978-5-17-179081-3
ISBN :Возрастное ограничение : 16
Дата обновления : 03.09.2025
И вот ты старый… Нет, не то чтобы старый, а… У Андрея Платонова вроде бы где-то было – «истраченный человек». Вот именно, истраченный. Или почти истраченный. Уже несколько лет чувствую в себе эту истраченность. Хотя, хм, дочку сделал, новые книги до самого последнего времени раз в год-полтора выпускаю. Но ощущение истраченности, исчерпанности все сильнее. И та повесть, которую теперь с натугой пишу, это какое-то черпание со дна, что ли…
Впрочем, я с юности жалуюсь. Любимая поэтическая строка: «Я усталым таким еще не был».
И сейчас, может быть, в том числе чтобы отвлечься, я пытаюсь представить себя со стороны, обращаюсь к себе на «ты», говорю сочувствующе.

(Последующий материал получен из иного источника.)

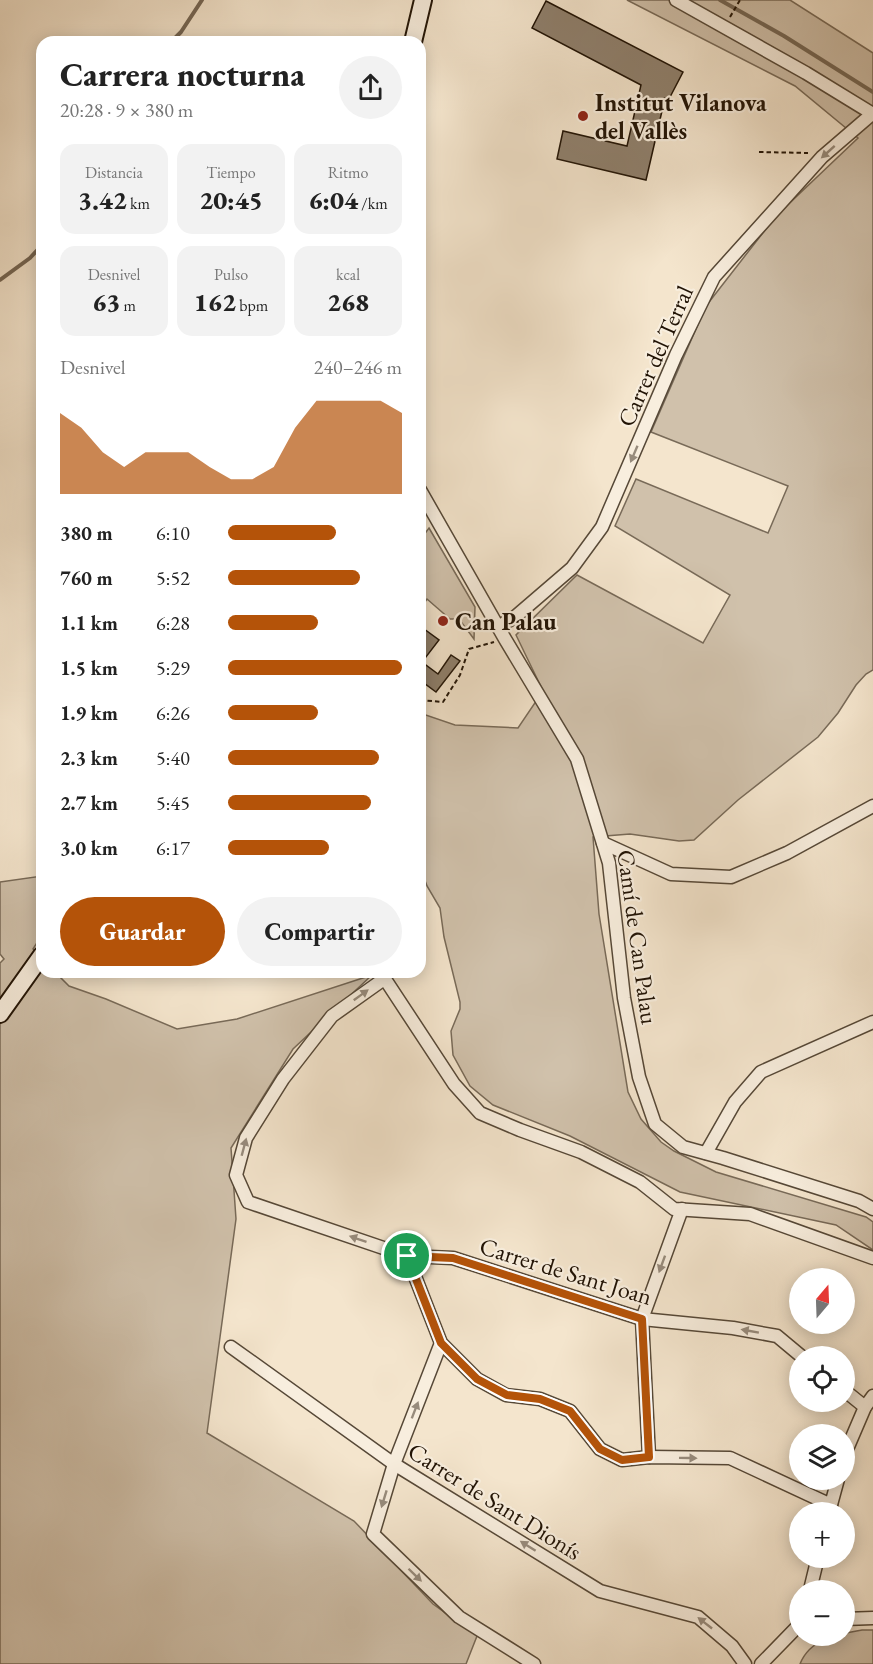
<!DOCTYPE html>
<html lang="es">
<meta charset="utf-8">
<style>
body{margin:0;font-family:"EB Garamond",serif;background:#f2f2f2;color:#222;height:100vh;display:flex;flex-direction:column;font-size:22px;white-space:nowrap}
*{box-sizing:border-box;margin:0}
p{font-size:20px;color:#767676}
.icon{flex:none;width:33px;height:33px;fill:none;stroke:currentColor;stroke-width:2;stroke-linecap:round;stroke-linejoin:round}
.map{position:relative;flex:1;overflow:hidden}
.side{position:absolute;left:36px;top:36px;width:390px;height:942px;display:flex;flex-direction:column;background:#fff;border-radius:18px;box-shadow:0 3px 15px #0003}
.side>*{flex:none}
.needle{width:39px;rotate:19deg}
.controls{position:absolute;left:789px;top:1268px;display:grid;gap:12px}
.controls a{display:grid;place-items:center;width:66px;height:66px;border-radius:50%;background:#fff;box-shadow:0 3px 15px #0003;font-size:30px}
.pin{position:absolute;display:grid;place-items:center;width:51px;height:51px;color:#fff;margin:-26px;border:3px solid #fff;border-radius:50%;box-shadow:0 2px 6px #0007}
.round{display:grid;place-items:center;flex:none;width:63px;height:63px;border-radius:32px;background:#f2f2f2}
.summary{display:flex;align-items:center;justify-content:space-between;height:102px;padding:0 24px}
h1{font-size:33px;font-weight:800;line-height:45px}
.figures{display:grid;grid-template-columns:repeat(3,1fr);gap:9px;height:102px;padding:6px 24px}
.figures div{display:grid;align-content:center;border-radius:15px;background:#f2f2f2;text-align:center}
.figures b{font-size:26px;font-weight:800}
.figures small{font-size:16px;font-weight:400}
.figures p{font-size:16px}
.chart{height:168px;padding:12px 24px}
.chart p{display:flex;justify-content:space-between}
.chart svg{width:100%;height:108px;margin-top:6px;fill:#b45309;opacity:.7}
.cta{display:flex;gap:12px;margin-top:auto;padding:12px 24px}
.cta a{flex:1;height:69px;border-radius:36px;background:#b45309;color:#fff;font-size:24px;font-weight:800;line-height:69px;text-align:center}
.cta a+a{background:#f2f2f2;color:#222}
ul{padding:0 24px;list-style:none;font-size:20px}
li{display:grid;grid-template-columns:96px 72px 1fr;align-items:center;height:45px}
li i{height:15px;border-radius:8px;background:#b45309}
.map>svg:first-child{display:block}
</style>
<div class="map">
<svg width="873" height="1664" viewBox="0 0 873 1664">
<rect width="100%" height="100%" fill="#f4e5cd"/>
<filter id="stains"><feTurbulence type="fractalNoise" baseFrequency=".00333" numOctaves="4"/><feColorMatrix values="0 0 0 0 .2 0 0 0 0 .09 0 0 0 0 .02 0 0 0 .5 -.17"/></filter>
<radialGradient id="worn" r=".72"><stop offset=".6" stop-color="#630" stop-opacity="0"/><stop offset="1" stop-color="#630" stop-opacity=".3"/></radialGradient>
<g fill="#d0c1ab" stroke="#786a58" stroke-width="1.5">
<polygon points="627,0 790,0 873,53 873,670 866,674 856,685 838,713 818,737 738,800 694,840 679,841 630,834 593,837 599,914 628,1092 641,1119 661,1142 674,1151 716,1172 866,1217 873,1222 873,1250 836,1225 680,1192 570,1136 493,1105 470,1086 453,1055 451,1031 460,1009 460,1002 444,937 440,908 427,886 420,867 420,713 455,725 518,728 543,691 516,635 577,575 703,643 730,595 615,526 636,479 768,533 788,486 651,432 706,306 776,216 858,138 795,86"/>
<polygon points="429,528 475,607 474,639 459,619 450,619 427,599 420,609 420,540"/>
<polygon points="42,876 42,935 33,949 42,958 42,972 55,972 69,986 106,999 177,1029 237,1019 372,975 293,1049 231,1148 236,1219 207,1433 354,1521 433,1604 477,1636 466,1664 0,1664 0,963 4,959 0,954 0,882"/>
<path d="M862 1630H873V1664H800C810 1638 839 1634 862 1630Z"/>
</g>
<g fill="none" stroke-linecap="round" stroke-linejoin="round">
<g stroke="#746654" stroke-width="4">
<polyline points="720,0 784,36 873,92"/>
<polyline points="171,42 181,32 202,0"/>
<polyline points="0,280 30,258 42,245"/>
</g>
</g>
<g fill="#8f806d" stroke="#211305" stroke-width="1.5">
<polygon points="546,1 683,72 669,99 665,98 646,180 557,159 563,131 627,146 641,85 532,28"/>
<polygon points="420,626 439,640 422,662 438,674 451,655 460,661 436,692 420,680"/>
</g>
<g fill="none" stroke-linecap="round" stroke-linejoin="round">
<defs>
<g id="minor">
<polyline points="676,0 806,73 873,114"/>
<polyline points="420,490 505,639 577,759 609,863 624,998 639,1077 655,1124 683,1147 723,1158 859,1201 873,1209"/>
<polyline points="498,627 515,617 572,568 602,527 676,355 714,277 822,157 872,114"/>
<polyline points="603,843 671,874 731,877 787,853 873,806"/>
<polyline points="381,973 454,1084 480,1113 520,1130 581,1152 640,1182 674,1209 750,1214 873,1258"/>
<polyline points="384,979 332,1016 283,1079 246,1138 236,1175 248,1202 407,1256 453,1258 642,1319 733,1328 777,1336 801,1356"/>
<polyline points="706,1153 735,1102 761,1072 873,1022"/>
<polyline points="407,1256 441,1343 477,1379 506,1395 540,1399 570,1411 600,1449 622,1460 649,1457 730,1458 831,1505"/>
<polyline points="441,1343 394,1464 373,1534 459,1617 534,1664"/>
<polyline points="231,1347 394,1464 600,1591 698,1617 732,1646 745,1664"/>
<polyline points="844,1390 865,1407"/>
<polyline points="844,1456 865,1407 873,1396"/>
<polyline points="649,1457 642,1319 682,1209"/>
<polyline points="829,1512 838,1479"/>
<polyline points="810,1590 818,1557"/>
<polyline points="844,1619 873,1618"/>
<polyline points="761,1664 800,1624"/>
</g>
<g id="secondary">
<polyline points="413,42 423,0"/>
<polyline points="0,1014 42,955"/>
</g>
</defs>
<use href="#minor" stroke="#564837" stroke-width="15"/>
<use href="#secondary" stroke="#211305" stroke-width="20"/>
<g stroke="#211305" stroke-width="2" stroke-dasharray="4.5 3" stroke-linecap="butt">
<polyline points="730,17 740,0"/>
<polyline points="759,152 808,153"/>
<polyline points="420,529 425,522"/>
<polyline points="420,700 443,702 460,675 469,649 494,642"/>
</g>
<use href="#minor" stroke="#f8eede" stroke-width="12"/>
<use href="#secondary" stroke="#f8eede" stroke-width="16"/>
</g>
<defs><path id="oneway-solid" d="M-6-.8H1V-3.2L6.5 0L1 3.2V.8H-6Z" transform="scale(1.5)"/></defs>
<g fill="#978b7c">
<use href="#oneway-solid" transform="translate(828 152) rotate(138)"/>
<use href="#oneway-solid" transform="translate(634 454) rotate(113)"/>
<use href="#oneway-solid" transform="translate(361 995) rotate(-36)"/>
<use href="#oneway-solid" transform="translate(244 1147) rotate(-75)"/>
<use href="#oneway-solid" transform="translate(358 1239) rotate(-161)"/>
<use href="#oneway-solid" transform="translate(662 1264) rotate(110)"/>
<use href="#oneway-solid" transform="translate(750 1331) rotate(-170)"/>
<use href="#oneway-solid" transform="translate(415 1410) rotate(-69)"/>
<use href="#oneway-solid" transform="translate(688 1458) rotate(1)"/>
<use href="#oneway-solid" transform="translate(384 1499) rotate(107)"/>
<use href="#oneway-solid" transform="translate(528 1546) rotate(-148)"/>
<use href="#oneway-solid" transform="translate(415 1575) rotate(44)"/>
<use href="#oneway-solid" transform="translate(705 1623) rotate(-142)"/>
</g>
<g fill="none" stroke-linecap="round" stroke-linejoin="round">
<defs>
<polygon id="route" points="407,1256 453,1258 642,1319 649,1457 622,1460 600,1449 570,1411 540,1399 507,1395 477,1379 441,1343"/>
</defs>
<use href="#route" stroke="#fff" stroke-width="12"/>
<use href="#route" stroke="#b45309" stroke-width="8"/>
</g>
<g fill="#8f2418" stroke="#f8eede" stroke-width="2">
<circle cx="583" cy="116" r="6"/>
<circle cx="443" cy="621" r="6"/>
</g>
<g text-anchor="middle" dominant-baseline="central" stroke-width="4.5" stroke-linejoin="round" paint-order="stroke">
<g font-size="24" font-weight="bold" fill="#211305" stroke="#f8eede" text-anchor="start">
<text x="595" y="102">Institut Vilanova<tspan x="595" dy="28">del Vallès</tspan></text>
<text x="455" y="621">Can Palau</text>
</g>
<g font-size="24" fill="#211305" stroke="#f8eede">
<text transform="translate(655 356) rotate(-66)">Carrer del Terral</text>
<text transform="translate(638 937) rotate(82)">Camí de Can Palau</text>
<text transform="translate(566 1271) rotate(17)">Carrer de Sant Joan</text>
<text transform="translate(495 1501) rotate(32)">Carrer de Sant Dionís</text>
</g>
</g>
<rect width="100%" height="100%" filter="url(#stains)"/>
<rect width="100%" height="100%" fill="url(#worn)"/>
</svg>
<div class="controls">
<a><svg class="needle" viewBox="-14 -14 28 28"><path d="M0-13l5 13h-10z" fill="#e53935"/><path d="M0 13l5-13h-10z" fill="#767676"/></svg></a>
<a><svg class="icon" aria-label="locate" viewBox="0 0 24 24"><circle cx="12" cy="12" r="6"/><path d="M12 2v4M12 18v4M2 12h4M18 12h4"/></svg></a>
<a><svg class="icon" aria-label="layers" viewBox="0 0 24 24"><path d="M12 4l9 5-9 5-9-5zM3 14l9 5 9-5"/></svg></a>
<a>+</a>
<a>−</a>
</div>
<div class="pin" style="left:407px;top:1256px;background:#1e9e55"><svg class="icon" aria-label="arrive" viewBox="0 0 24 24"><path d="M6 21V4h12l-3 4 3 4H6"/></svg></div>
<section class="side">
<div class="summary"><div><h1>Carrera nocturna</h1><p>20:28 · 9 × 380 m</p></div><a class="round"><svg class="icon" aria-label="share" viewBox="0 0 24 24"><path d="M12 15V3M7 8l5-5 5 5M5 13v7h14v-7"/></svg></a></div>
<div class="figures">
<div><p>Distancia</p><b>3.42<small> km</small></b></div>
<div><p>Tiempo</p><b>20:45</b></div>
<div><p>Ritmo</p><b>6:04<small> /km</small></b></div>
</div>
<div class="figures">
<div><p>Desnivel</p><b>63<small> m</small></b></div>
<div><p>Pulso</p><b>162<small> bpm</small></b></div>
<div><p>kcal</p><b>268</b></div>
</div>
<div class="chart"><p><span>Desnivel</span>240–246 m</p>
<svg viewBox="0 0 160 44" preserveAspectRatio="none"><path d="M0 44V11L10 17L20 27L30 33L40 27L50 27L60 27L70 33L80 38L90 38L100 33L110 17L120 6L130 6L140 6L150 6L160 11V44z"/></svg>
</div>
<ul>
<li><b>380 m</b>6:10<i style="width:62%"></i></li>
<li><b>760 m</b>5:52<i style="width:76%"></i></li>
<li><b>1.1 km</b>6:28<i style="width:52%"></i></li>
<li><b>1.5 km</b>5:29<i style="width:100%"></i></li>
<li><b>1.9 km</b>6:26<i style="width:52%"></i></li>
<li><b>2.3 km</b>5:40<i style="width:87%"></i></li>
<li><b>2.7 km</b>5:45<i style="width:82%"></i></li>
<li><b>3.0 km</b>6:17<i style="width:58%"></i></li>
</ul>
<div class="cta"><a>Guardar</a><a>Compartir</a></div>
</section>
</div>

Ты бродишь, бродишь по пустеющему аэропорту, ждешь рейс в город за четыре тысячи километров отсюда. Ты поучаствуешь там в скромном, на самом-то деле наверняка никому не нужном фестивале, попытаешься покрасоваться перед людьми, которые не читали (и слава богу) твои книжки, а потом поедешь через горы в деревню, где стоит трехоконный домик, в котором последние тридцать лет прожили твои родители.

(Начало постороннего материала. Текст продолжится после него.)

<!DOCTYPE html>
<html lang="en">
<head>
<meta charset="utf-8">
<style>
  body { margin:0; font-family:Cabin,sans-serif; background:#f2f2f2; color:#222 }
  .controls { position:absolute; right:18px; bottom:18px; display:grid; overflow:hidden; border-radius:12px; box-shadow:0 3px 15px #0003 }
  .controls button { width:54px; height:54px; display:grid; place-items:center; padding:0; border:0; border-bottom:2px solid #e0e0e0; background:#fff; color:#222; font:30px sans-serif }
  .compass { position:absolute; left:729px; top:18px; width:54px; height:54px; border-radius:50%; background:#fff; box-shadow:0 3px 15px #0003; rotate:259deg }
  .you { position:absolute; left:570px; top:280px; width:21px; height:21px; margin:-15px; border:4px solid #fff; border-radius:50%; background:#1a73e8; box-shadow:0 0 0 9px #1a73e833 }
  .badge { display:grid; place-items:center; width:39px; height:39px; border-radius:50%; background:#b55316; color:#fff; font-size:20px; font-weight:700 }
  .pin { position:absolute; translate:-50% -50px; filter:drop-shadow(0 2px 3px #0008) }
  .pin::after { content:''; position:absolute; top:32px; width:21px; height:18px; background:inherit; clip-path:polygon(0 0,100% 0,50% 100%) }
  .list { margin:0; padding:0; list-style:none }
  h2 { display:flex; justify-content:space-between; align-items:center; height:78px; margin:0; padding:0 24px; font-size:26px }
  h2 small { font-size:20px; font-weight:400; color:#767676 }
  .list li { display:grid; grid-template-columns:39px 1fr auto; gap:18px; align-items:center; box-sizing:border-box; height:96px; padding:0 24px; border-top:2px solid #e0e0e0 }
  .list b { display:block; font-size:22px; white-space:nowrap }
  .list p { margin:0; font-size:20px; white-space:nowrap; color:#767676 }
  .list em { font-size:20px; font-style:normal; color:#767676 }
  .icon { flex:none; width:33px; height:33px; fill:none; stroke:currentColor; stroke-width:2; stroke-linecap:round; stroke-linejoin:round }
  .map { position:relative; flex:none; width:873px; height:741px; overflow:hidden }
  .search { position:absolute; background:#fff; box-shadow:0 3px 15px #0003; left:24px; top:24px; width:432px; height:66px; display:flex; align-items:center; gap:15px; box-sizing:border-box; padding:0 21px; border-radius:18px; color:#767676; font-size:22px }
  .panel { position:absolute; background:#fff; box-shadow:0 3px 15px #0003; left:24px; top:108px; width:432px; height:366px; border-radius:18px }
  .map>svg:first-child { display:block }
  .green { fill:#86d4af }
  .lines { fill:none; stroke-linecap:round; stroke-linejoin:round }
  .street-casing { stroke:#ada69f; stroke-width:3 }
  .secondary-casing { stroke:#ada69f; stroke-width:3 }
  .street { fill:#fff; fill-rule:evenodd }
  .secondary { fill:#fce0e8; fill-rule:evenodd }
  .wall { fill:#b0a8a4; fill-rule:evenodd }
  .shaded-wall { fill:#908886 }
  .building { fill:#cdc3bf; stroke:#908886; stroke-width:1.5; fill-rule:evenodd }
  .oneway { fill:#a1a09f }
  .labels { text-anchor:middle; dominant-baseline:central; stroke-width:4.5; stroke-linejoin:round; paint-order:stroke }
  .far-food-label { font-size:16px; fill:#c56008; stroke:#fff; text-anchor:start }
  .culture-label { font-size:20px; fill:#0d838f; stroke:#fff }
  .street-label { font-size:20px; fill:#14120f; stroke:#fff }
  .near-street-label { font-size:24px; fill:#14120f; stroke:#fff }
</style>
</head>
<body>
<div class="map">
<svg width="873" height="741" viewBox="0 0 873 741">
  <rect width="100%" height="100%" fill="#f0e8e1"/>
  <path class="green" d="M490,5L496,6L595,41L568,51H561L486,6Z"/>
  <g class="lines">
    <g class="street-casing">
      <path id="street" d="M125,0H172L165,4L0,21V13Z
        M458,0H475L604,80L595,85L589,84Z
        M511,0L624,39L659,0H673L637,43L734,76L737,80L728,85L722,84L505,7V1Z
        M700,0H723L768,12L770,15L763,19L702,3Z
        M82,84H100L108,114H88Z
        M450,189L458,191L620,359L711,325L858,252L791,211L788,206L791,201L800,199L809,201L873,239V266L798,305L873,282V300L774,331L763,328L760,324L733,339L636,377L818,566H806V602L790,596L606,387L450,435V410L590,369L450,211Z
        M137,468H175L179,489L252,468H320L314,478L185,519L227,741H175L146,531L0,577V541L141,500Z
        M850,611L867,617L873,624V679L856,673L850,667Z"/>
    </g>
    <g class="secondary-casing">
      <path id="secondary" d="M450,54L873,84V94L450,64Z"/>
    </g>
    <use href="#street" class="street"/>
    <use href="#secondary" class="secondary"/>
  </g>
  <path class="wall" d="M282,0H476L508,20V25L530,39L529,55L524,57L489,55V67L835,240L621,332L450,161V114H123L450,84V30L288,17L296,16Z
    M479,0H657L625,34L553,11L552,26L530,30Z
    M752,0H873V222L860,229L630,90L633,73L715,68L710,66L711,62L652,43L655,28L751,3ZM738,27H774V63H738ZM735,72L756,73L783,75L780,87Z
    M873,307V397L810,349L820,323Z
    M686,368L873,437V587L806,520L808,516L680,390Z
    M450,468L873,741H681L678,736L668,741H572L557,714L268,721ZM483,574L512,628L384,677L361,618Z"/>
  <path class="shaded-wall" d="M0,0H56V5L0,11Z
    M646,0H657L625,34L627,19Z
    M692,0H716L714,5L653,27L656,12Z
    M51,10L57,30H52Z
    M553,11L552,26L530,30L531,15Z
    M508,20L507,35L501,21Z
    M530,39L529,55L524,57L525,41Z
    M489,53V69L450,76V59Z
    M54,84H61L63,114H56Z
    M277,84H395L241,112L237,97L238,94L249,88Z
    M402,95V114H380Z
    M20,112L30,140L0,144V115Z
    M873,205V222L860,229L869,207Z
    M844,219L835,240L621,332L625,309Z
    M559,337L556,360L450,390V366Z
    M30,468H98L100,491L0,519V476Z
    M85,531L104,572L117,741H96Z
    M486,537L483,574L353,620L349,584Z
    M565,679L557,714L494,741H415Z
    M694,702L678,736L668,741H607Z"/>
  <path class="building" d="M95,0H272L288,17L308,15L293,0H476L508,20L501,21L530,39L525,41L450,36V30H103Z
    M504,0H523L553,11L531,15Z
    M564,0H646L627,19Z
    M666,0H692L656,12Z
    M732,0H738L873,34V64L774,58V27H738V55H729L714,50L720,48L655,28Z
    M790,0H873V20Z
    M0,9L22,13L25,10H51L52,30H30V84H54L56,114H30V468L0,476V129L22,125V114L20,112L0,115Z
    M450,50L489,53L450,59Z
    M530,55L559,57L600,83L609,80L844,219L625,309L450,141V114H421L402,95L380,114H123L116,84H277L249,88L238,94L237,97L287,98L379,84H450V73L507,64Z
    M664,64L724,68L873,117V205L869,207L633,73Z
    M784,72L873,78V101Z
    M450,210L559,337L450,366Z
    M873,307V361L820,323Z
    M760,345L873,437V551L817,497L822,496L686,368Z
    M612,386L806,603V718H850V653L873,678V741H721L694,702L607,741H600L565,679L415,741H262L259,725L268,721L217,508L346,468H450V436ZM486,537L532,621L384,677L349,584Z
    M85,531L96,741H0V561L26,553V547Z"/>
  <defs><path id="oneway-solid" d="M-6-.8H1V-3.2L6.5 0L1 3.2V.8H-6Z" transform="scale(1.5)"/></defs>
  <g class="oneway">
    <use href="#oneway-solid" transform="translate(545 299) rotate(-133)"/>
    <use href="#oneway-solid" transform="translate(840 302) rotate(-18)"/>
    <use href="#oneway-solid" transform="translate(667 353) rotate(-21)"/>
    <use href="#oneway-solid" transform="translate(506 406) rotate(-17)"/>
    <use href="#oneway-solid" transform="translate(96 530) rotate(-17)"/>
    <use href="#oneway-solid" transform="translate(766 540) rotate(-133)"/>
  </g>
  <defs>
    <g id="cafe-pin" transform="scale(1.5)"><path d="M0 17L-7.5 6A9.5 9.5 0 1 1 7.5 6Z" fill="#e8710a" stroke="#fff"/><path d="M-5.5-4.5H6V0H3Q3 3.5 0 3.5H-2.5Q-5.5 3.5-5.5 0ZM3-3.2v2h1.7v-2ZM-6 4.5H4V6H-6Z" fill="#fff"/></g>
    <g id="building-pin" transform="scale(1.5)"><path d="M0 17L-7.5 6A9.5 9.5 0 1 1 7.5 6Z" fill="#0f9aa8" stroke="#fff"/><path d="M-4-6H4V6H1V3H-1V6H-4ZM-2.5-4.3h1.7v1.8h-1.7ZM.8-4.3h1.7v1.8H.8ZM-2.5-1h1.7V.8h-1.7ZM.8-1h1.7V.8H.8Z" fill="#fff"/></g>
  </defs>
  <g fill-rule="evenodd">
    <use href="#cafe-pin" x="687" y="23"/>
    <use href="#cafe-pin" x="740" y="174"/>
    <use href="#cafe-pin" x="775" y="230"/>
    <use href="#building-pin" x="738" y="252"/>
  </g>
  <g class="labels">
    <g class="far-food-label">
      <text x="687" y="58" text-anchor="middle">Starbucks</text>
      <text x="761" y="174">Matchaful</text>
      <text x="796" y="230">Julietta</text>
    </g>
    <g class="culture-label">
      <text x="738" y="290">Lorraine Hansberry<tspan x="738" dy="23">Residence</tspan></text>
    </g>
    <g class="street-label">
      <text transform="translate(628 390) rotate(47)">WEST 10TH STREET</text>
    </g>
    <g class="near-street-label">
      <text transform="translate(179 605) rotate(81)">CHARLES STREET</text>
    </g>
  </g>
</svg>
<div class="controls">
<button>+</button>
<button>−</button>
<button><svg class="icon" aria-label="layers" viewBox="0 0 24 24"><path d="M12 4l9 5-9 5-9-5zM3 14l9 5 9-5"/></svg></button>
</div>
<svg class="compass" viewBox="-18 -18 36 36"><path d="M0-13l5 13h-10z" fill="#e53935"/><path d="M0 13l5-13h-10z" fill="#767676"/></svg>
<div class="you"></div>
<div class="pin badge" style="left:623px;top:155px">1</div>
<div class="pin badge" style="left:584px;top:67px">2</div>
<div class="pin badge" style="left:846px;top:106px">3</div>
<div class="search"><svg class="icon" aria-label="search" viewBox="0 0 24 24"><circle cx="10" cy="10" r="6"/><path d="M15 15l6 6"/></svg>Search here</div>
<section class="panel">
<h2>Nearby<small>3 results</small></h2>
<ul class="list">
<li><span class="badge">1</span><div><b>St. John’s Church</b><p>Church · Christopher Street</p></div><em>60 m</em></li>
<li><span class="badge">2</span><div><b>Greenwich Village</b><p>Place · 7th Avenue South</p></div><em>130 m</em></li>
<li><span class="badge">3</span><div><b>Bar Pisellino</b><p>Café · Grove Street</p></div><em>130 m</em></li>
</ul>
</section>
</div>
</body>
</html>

Домик и участок выставлены на продажу, риелтор уже два раза привозила туда потенциальных покупателей. Им нравилось, они обещали «подумать». Если кто-то из них надумает, ты потеряешь этот кусочек земли, ставший тебе родным. Родным и лишним, точнее обременительным. Ты знаешь, что не будешь там жить постоянно – зимы там суровые, а домик уже плохо держит тепло, и главное – ты давно отвык от деревенской жизни, и здоровье не то, и возраст. Пятьдесят лет это много. Тем более куришь, выпиваешь почти каждый вечер. Недавно у тебя появилась напоминающая женскую косметичку коробочка с лекарствами…
Да, я чувствую, как старею. Или истрачиваюсь. И не на заводе каком-нибудь, не за письменным столом и даже не за кухонным с бутылкой водки, а… От мыслей, что ли. Или, может, от невозможности говорить и писать все, что думаю.
Как сформулировал один советский диссидент еще в то время: инакомыслие у нас не запрещено, у нас запрещено выражать иные мысли. (Что-то такое, по памяти.) Теперь это повторяется.
Лет десять назад мы, в общем-то, поддержали введение «текстового предупреждения» на книгах «содержит нецензурную брань» и упаковку таких книг в полиэтилен; примерно тогда же согласились, что не стоит воспевать политических радикалов, маргиналов от культуры, что чувства верующих нельзя затрагивать. А теперь впереди маячит одна безопасная тема: воспевать березки и колокольчики…
Впрочем, некоторые мои коллеги на этом в последние годы и сконцентрировались – из социальной прозы ушли в экзистенциальную, познают себя внутри природы, описывают жизнь домашних животных, травы, речек рядом с их домами… Такое уже бывало в нашей литературе и в царские времена, и в советские.
Заметил массажные кресла в переходе между терминалами. Я всегда мысленно возмущался, когда видел в этих креслах людей, которые просто сидят, ничего не массируя. Не для того их здесь установили, говорил про себя, но как бы им. А сейчас чуть не бегом направился к свободному. Плюхнулся, утвердился. Поставил будильник в мобильнике, попил воды и постарался уснуть.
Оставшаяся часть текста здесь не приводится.